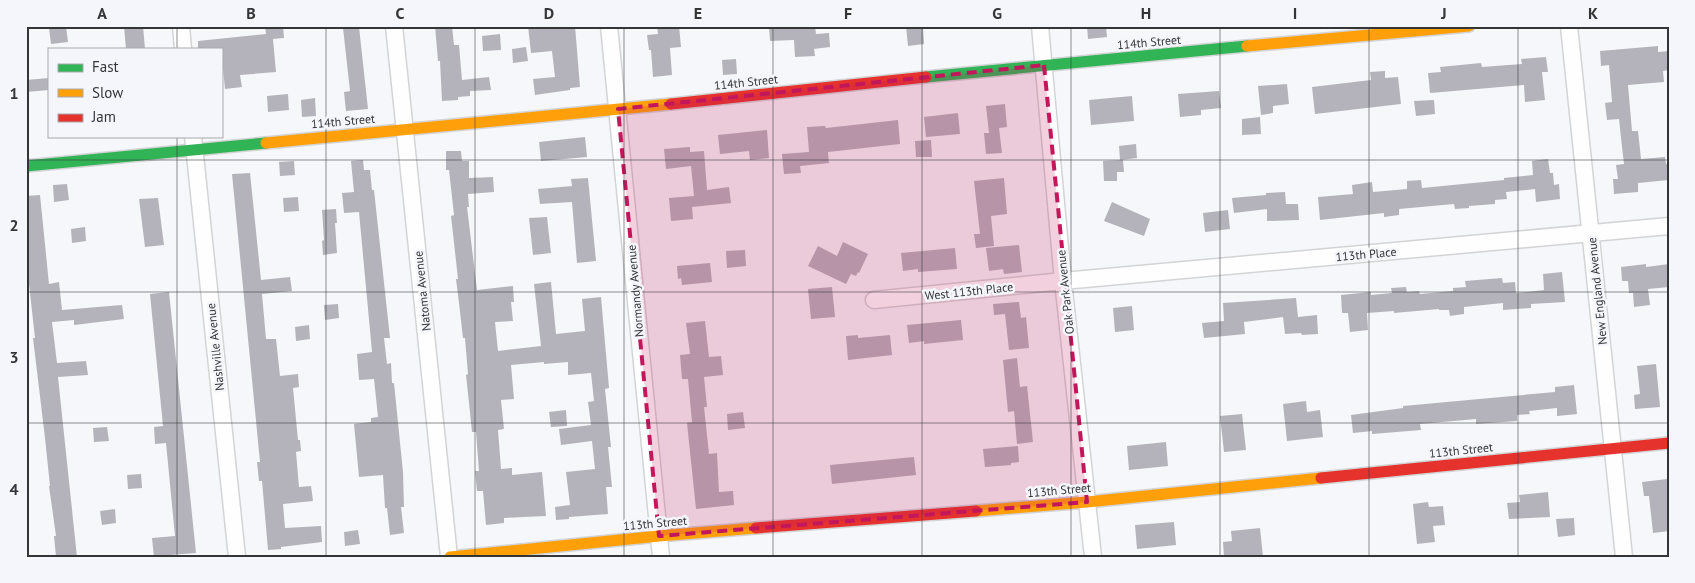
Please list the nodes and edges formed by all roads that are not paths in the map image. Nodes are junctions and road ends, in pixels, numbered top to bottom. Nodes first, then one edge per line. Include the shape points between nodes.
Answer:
1 (181, 26) edge
2 (394, 26) edge
3 (610, 26) edge
4 (1040, 26) edge
5 (1469, 26) edge
6 (1569, 26) edge
7 (183, 48) edge
8 (1044, 65) junction
9 (618, 109) junction
10 (406, 129) junction
11 (193, 142) edge
12 (26, 166) edge
13 (1669, 226) edge
14 (1590, 233) junction
15 (1063, 281) junction
16 (874, 300) dead end
17 (1669, 443) edge
18 (1614, 449) junction
19 (1087, 502) junction
20 (659, 536) junction
21 (237, 557) edge
22 (450, 557) edge
23 (661, 557) edge
24 (1093, 557) edge
25 (1624, 557) edge

1 - 7 street
2 - 10 street, Natoma Avenue
3 - 9 street, Normandy Avenue
4 - 8 street, Oak Park Avenue
5 - 8 street, 114th Street
6 - 14 street, New England Avenue
8 - 9 street, 114th Street
8 - 15 street, Oak Park Avenue
9 - 10 street, 114th Street
9 - 20 street, Normandy Avenue
10 - 11 street, 114th Street
10 - 22 street, Natoma Avenue
11 - 12 street, 114th Street
11 - 21 street, Nashville Avenue
13 - 14 street, 113th Place
14 - 15 street, 113th Place
14 - 18 street, New England Avenue
15 - 16 street, West 113th Place
15 - 19 street, Oak Park Avenue
17 - 18 street, 113th Street
18 - 19 street, 113th Street
18 - 25 street, New England Avenue
19 - 20 street, 113th Street
19 - 24 street, Oak Park Avenue
20 - 22 street, 113th Street
20 - 23 street, Normandy Avenue

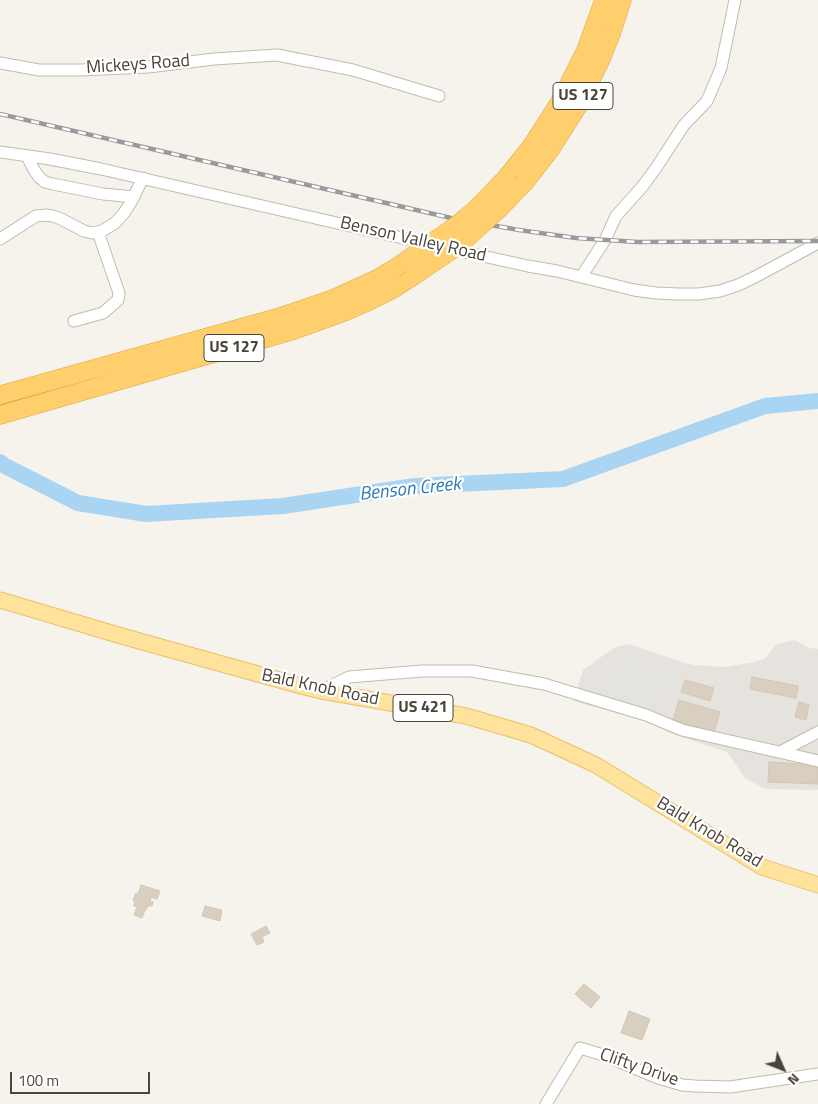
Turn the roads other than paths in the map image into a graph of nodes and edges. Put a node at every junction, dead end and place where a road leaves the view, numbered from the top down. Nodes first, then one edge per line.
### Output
1 (604, 0) edge
2 (622, 0) edge
3 (735, 0) edge
4 (0, 63) edge
5 (439, 96) dead end
6 (0, 152) edge
7 (27, 156) junction
8 (143, 178) junction
9 (134, 197) junction
10 (98, 232) junction
11 (0, 239) edge
12 (818, 243) edge
13 (581, 277) junction
14 (74, 321) dead end
15 (0, 395) edge
16 (0, 415) edge
17 (0, 600) edge
18 (321, 691) junction
19 (818, 732) edge
20 (780, 752) junction
21 (818, 761) edge
22 (818, 885) edge
23 (818, 1074) edge
24 (546, 1104) edge

1 - 15 highway, US 127, bridge
2 - 16 highway, US 127, bridge
3 - 13 street
4 - 5 street, Mickeys Road
6 - 7 street, Benson Valley Road
7 - 8 street, Benson Valley Road
7 - 9 street
8 - 9 street
8 - 13 street, Benson Valley Road
9 - 10 street
10 - 11 street
10 - 14 street
12 - 13 street, Benson Valley Road
17 - 18 main road, Bald Knob Road / US 421
18 - 20 street
18 - 22 main road, Bald Knob Road / US 421
19 - 20 street
20 - 21 street
23 - 24 street, Clifty Drive

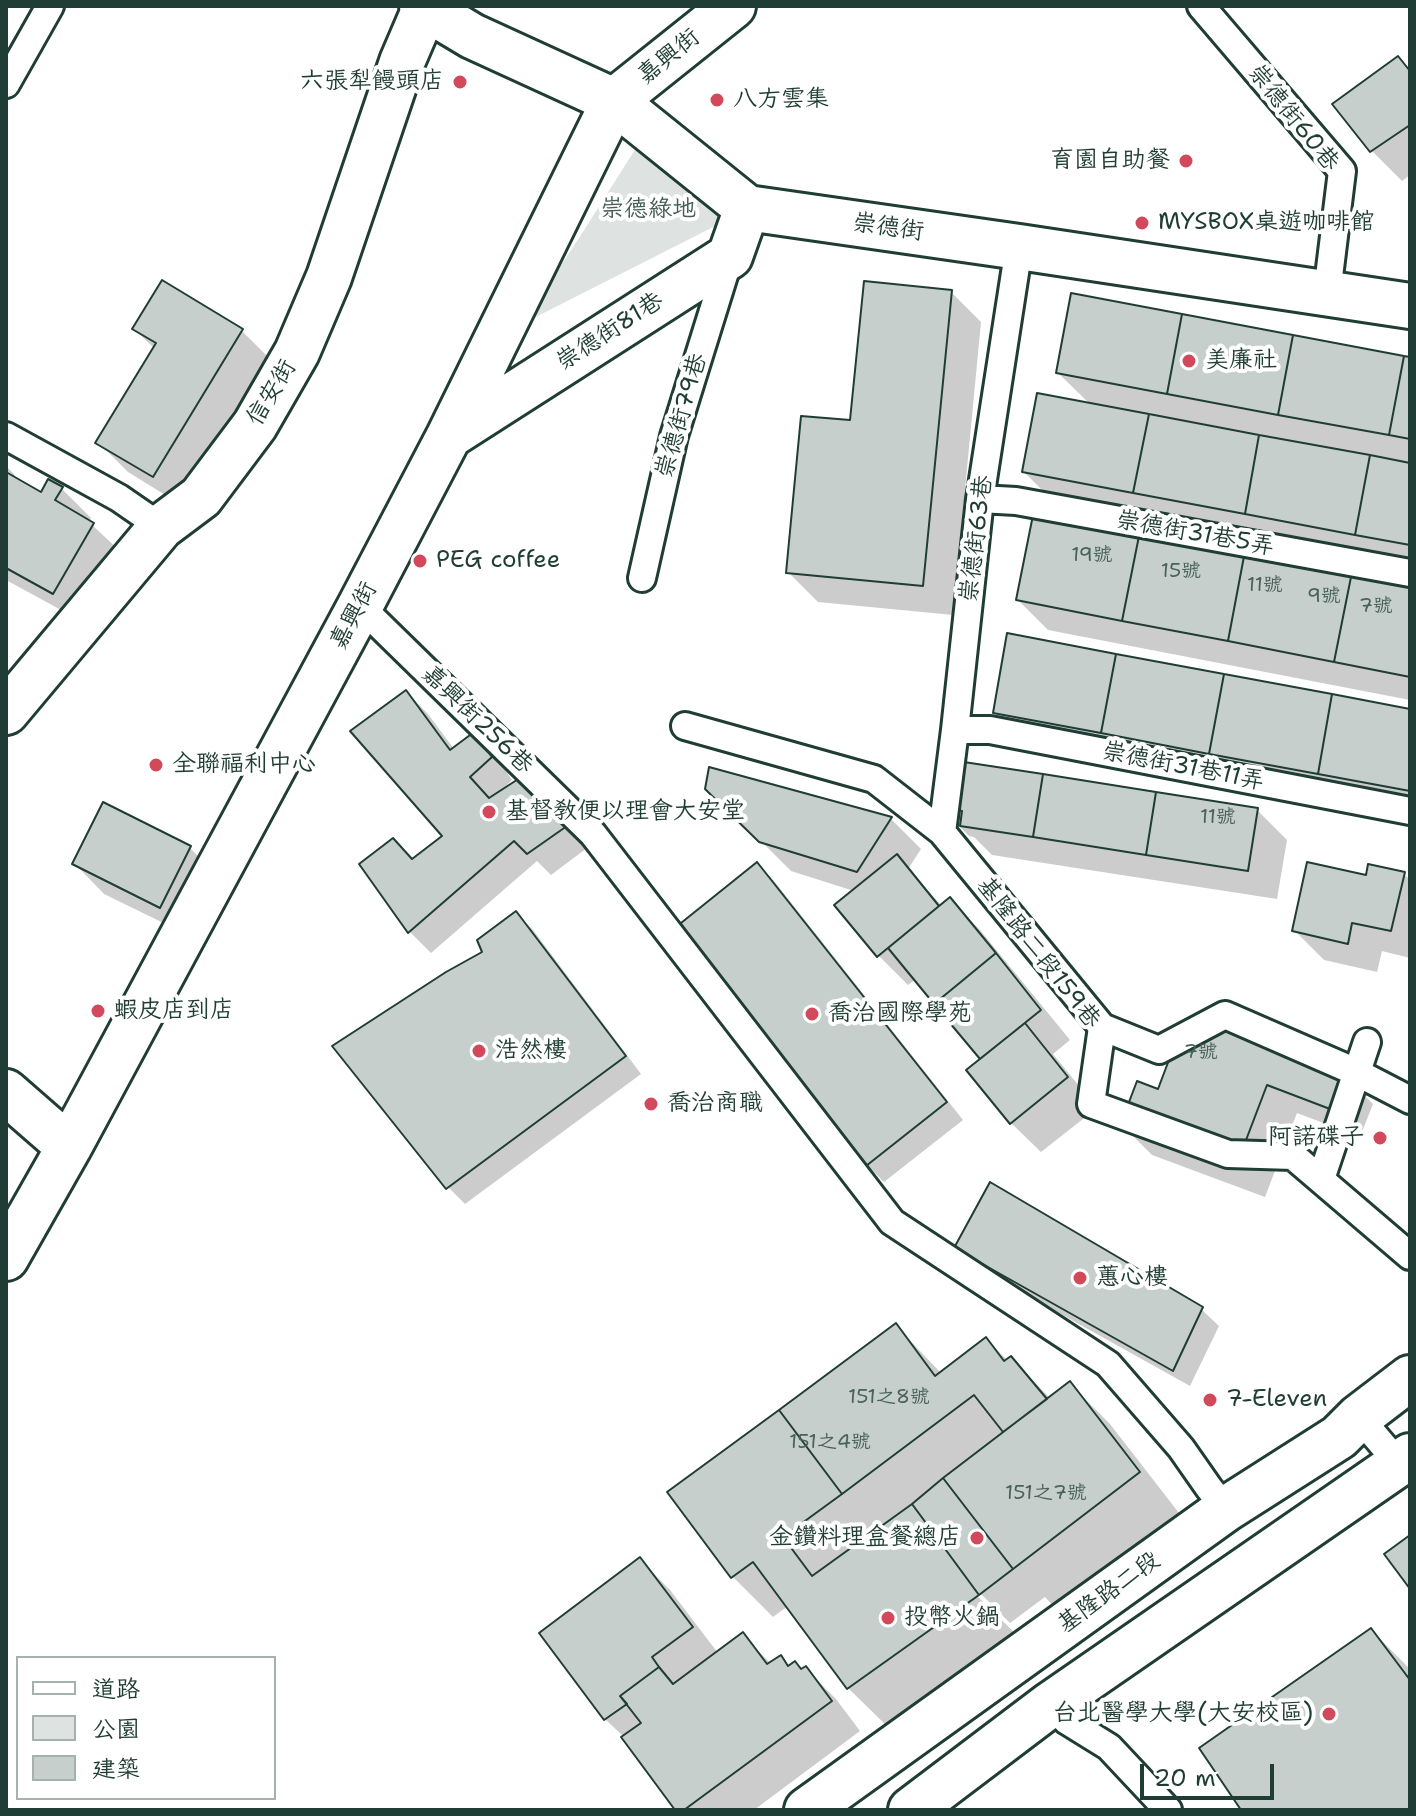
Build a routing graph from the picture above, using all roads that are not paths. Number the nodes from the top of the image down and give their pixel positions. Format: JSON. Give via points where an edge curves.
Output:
{"nodes":[{"id":1,"x":50,"y":6,"type":"edge"},
{"id":2,"x":424,"y":6,"type":"edge"},
{"id":3,"x":733,"y":6,"type":"edge"},
{"id":4,"x":1201,"y":6,"type":"edge"},
{"id":5,"x":6,"y":84,"type":"edge"},
{"id":6,"x":614,"y":101,"type":"junction"},
{"id":7,"x":747,"y":208,"type":"junction"},
{"id":8,"x":1019,"y":247,"type":"junction"},
{"id":9,"x":730,"y":256,"type":"junction"},
{"id":10,"x":1327,"y":293,"type":"junction"},
{"id":11,"x":1410,"y":306,"type":"edge"},
{"id":12,"x":6,"y":436,"type":"edge"},
{"id":13,"x":449,"y":436,"type":"junction"},
{"id":14,"x":980,"y":499,"type":"junction"},
{"id":15,"x":161,"y":527,"type":"junction"},
{"id":16,"x":1410,"y":573,"type":"edge"},
{"id":17,"x":642,"y":578,"type":"dead end"},
{"id":18,"x":360,"y":606,"type":"junction"},
{"id":19,"x":6,"y":712,"type":"edge"},
{"id":20,"x":685,"y":726,"type":"dead end"},
{"id":21,"x":955,"y":730,"type":"junction"},
{"id":22,"x":1410,"y":811,"type":"edge"},
{"id":23,"x":942,"y":832,"type":"junction"},
{"id":24,"x":1102,"y":1027,"type":"junction"},
{"id":25,"x":1367,"y":1042,"type":"dead end"},
{"id":26,"x":1356,"y":1072,"type":"junction"},
{"id":27,"x":6,"y":1092,"type":"edge"},
{"id":28,"x":1410,"y":1100,"type":"edge"},
{"id":29,"x":69,"y":1147,"type":"junction"},
{"id":30,"x":1321,"y":1179,"type":"junction"},
{"id":31,"x":1410,"y":1256,"type":"edge"},
{"id":32,"x":6,"y":1258,"type":"edge"},
{"id":33,"x":1410,"y":1378,"type":"edge"},
{"id":34,"x":1359,"y":1417,"type":"junction"},
{"id":35,"x":1406,"y":1461,"type":"edge"},
{"id":36,"x":1226,"y":1509,"type":"junction"},
{"id":37,"x":1051,"y":1704,"type":"junction"},
{"id":38,"x":807,"y":1810,"type":"edge"},
{"id":39,"x":911,"y":1810,"type":"edge"},
{"id":40,"x":1168,"y":1810,"type":"edge"}],
"edges":[{"from":1,"to":5,"type":"lane"},
{"from":2,"to":6,"type":"street","via":[[472,36]]},
{"from":2,"to":15,"type":"street","name":"信安街","via":[[329,277],[297,352],[255,425],[201,497]]},
{"from":3,"to":6,"type":"street","name":"嘉興街"},
{"from":4,"to":10,"type":"lane","name":"崇德街60巷","via":[[1342,171]]},
{"from":6,"to":7,"type":"street"},
{"from":6,"to":13,"type":"street","name":"嘉興街"},
{"from":7,"to":8,"type":"street","name":"崇德街"},
{"from":7,"to":9,"type":"street"},
{"from":8,"to":10,"type":"street","name":"崇德街"},
{"from":8,"to":14,"type":"lane","name":"崇德街63巷"},
{"from":9,"to":13,"type":"street","name":"崇德街81巷"},
{"from":9,"to":17,"type":"lane","name":"崇德街79巷","via":[[674,436]]},
{"from":10,"to":11,"type":"street","name":"崇德街"},
{"from":12,"to":15,"type":"lane"},
{"from":13,"to":18,"type":"street","name":"嘉興街"},
{"from":14,"to":16,"type":"lane","name":"崇德街31巷5弄","via":[[1016,501]]},
{"from":14,"to":21,"type":"lane","name":"崇德街63巷"},
{"from":15,"to":19,"type":"street","name":"信安街"},
{"from":18,"to":29,"type":"street","name":"嘉興街"},
{"from":18,"to":36,"type":"lane","name":"嘉興街256巷","via":[[593,834],[892,1222],[1108,1364]]},
{"from":20,"to":23,"type":"lane","name":"基隆路二段159巷","via":[[874,779]]},
{"from":21,"to":22,"type":"lane","name":"崇德街31巷11弄","via":[[990,730]]},
{"from":21,"to":23,"type":"lane","name":"崇德街63巷"},
{"from":23,"to":24,"type":"lane","name":"基隆路二段159巷"},
{"from":24,"to":26,"type":"lane","via":[[1159,1050],[1225,1015]]},
{"from":24,"to":30,"type":"lane","name":"基隆路二段159巷","via":[[1091,1104],[1228,1154],[1293,1156]]},
{"from":25,"to":26,"type":"lane"},
{"from":26,"to":28,"type":"lane"},
{"from":26,"to":30,"type":"lane"},
{"from":27,"to":29,"type":"street"},
{"from":29,"to":32,"type":"street","name":"嘉興街"},
{"from":30,"to":31,"type":"lane","name":"基隆路二段159巷"},
{"from":33,"to":34,"type":"street","name":"基隆路二段"},
{"from":34,"to":35,"type":"lane"},
{"from":34,"to":36,"type":"street","name":"基隆路二段","via":[[1339,1437]]},
{"from":35,"to":37,"type":"street"},
{"from":36,"to":38,"type":"street","name":"基隆路二段"},
{"from":37,"to":39,"type":"street"},
{"from":37,"to":40,"type":"lane","via":[[1067,1721],[1109,1747]]}]}
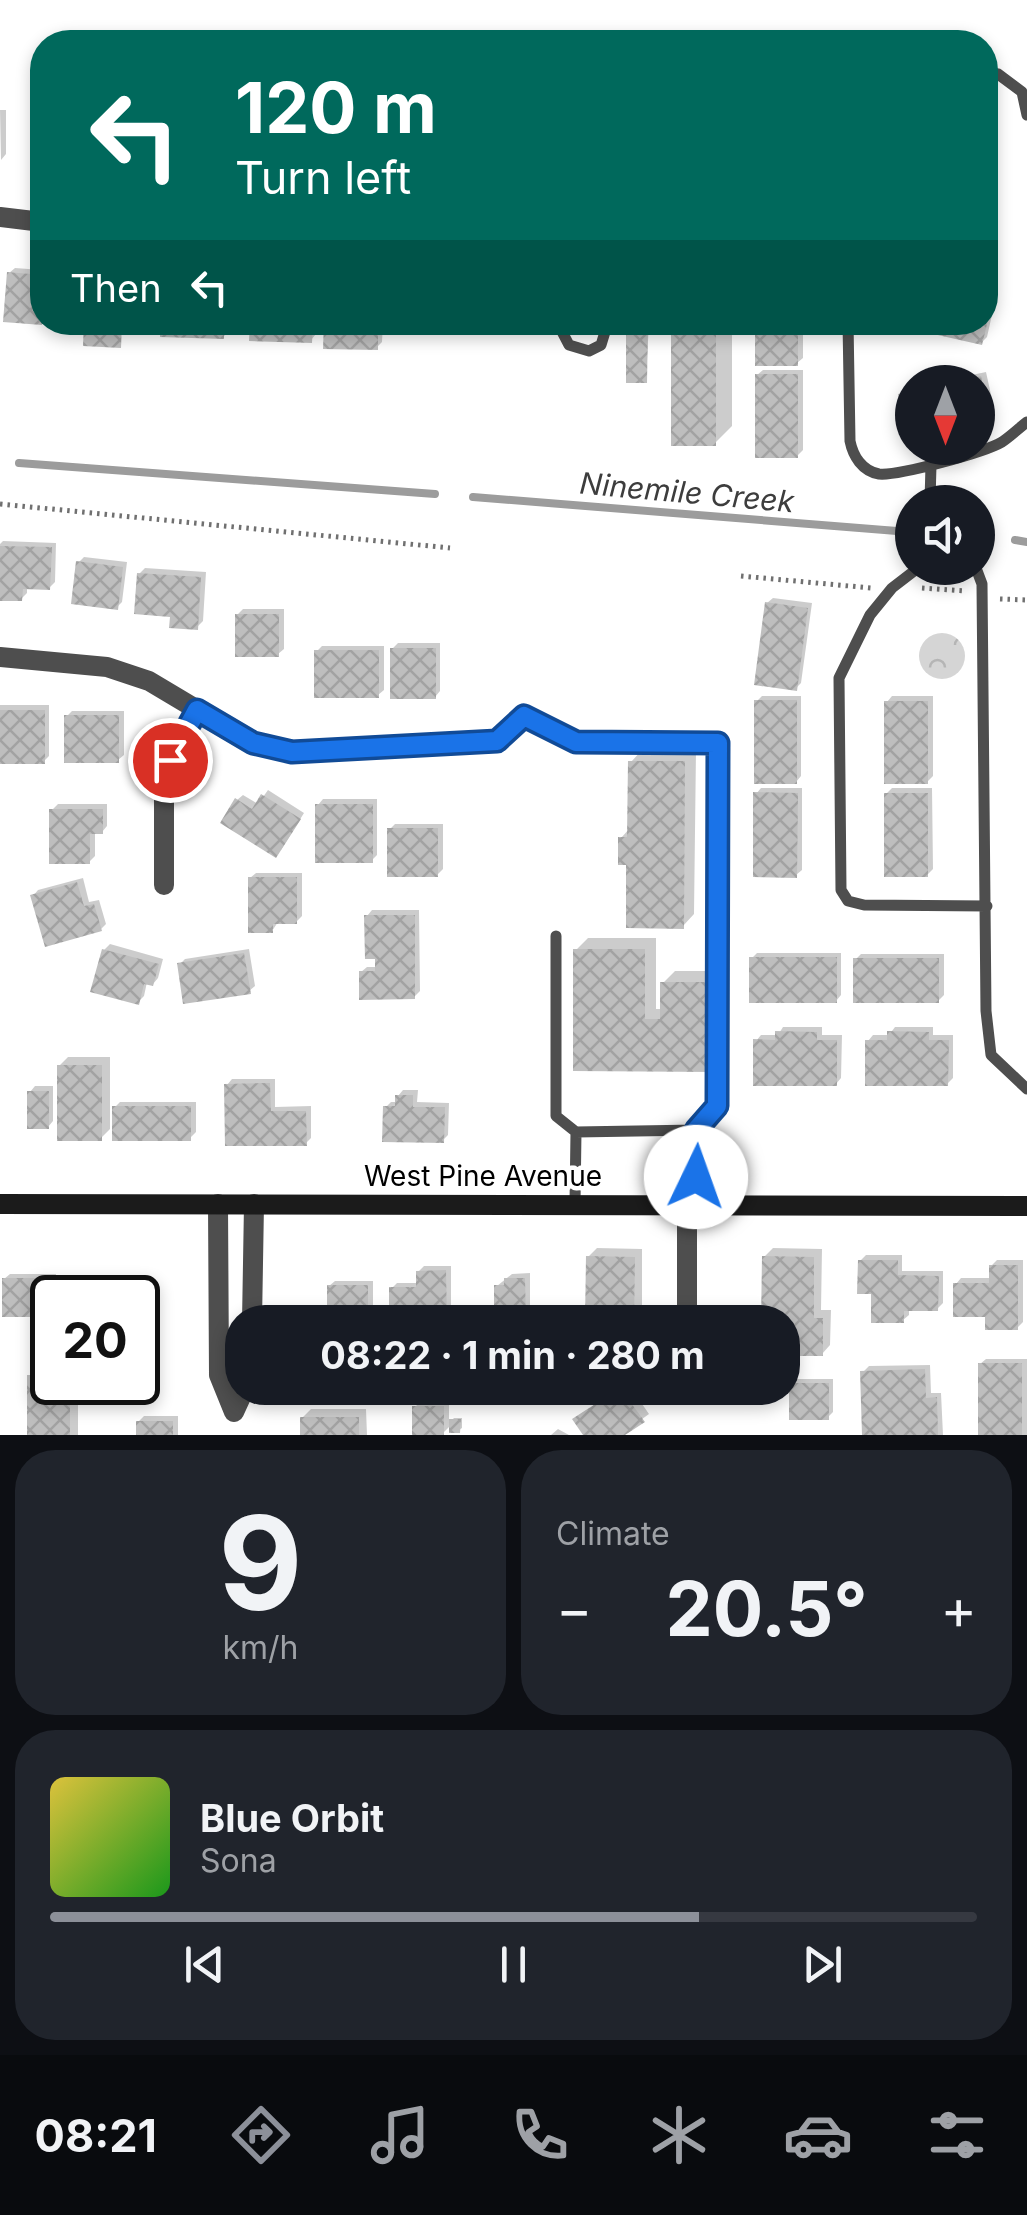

+++++

**Assignment:** Copy out, from the material above, each line in which the string "Bald" is found.

**Exercise answer:**
17 - 18 main road, Bald Knob Road / US 421
18 - 22 main road, Bald Knob Road / US 421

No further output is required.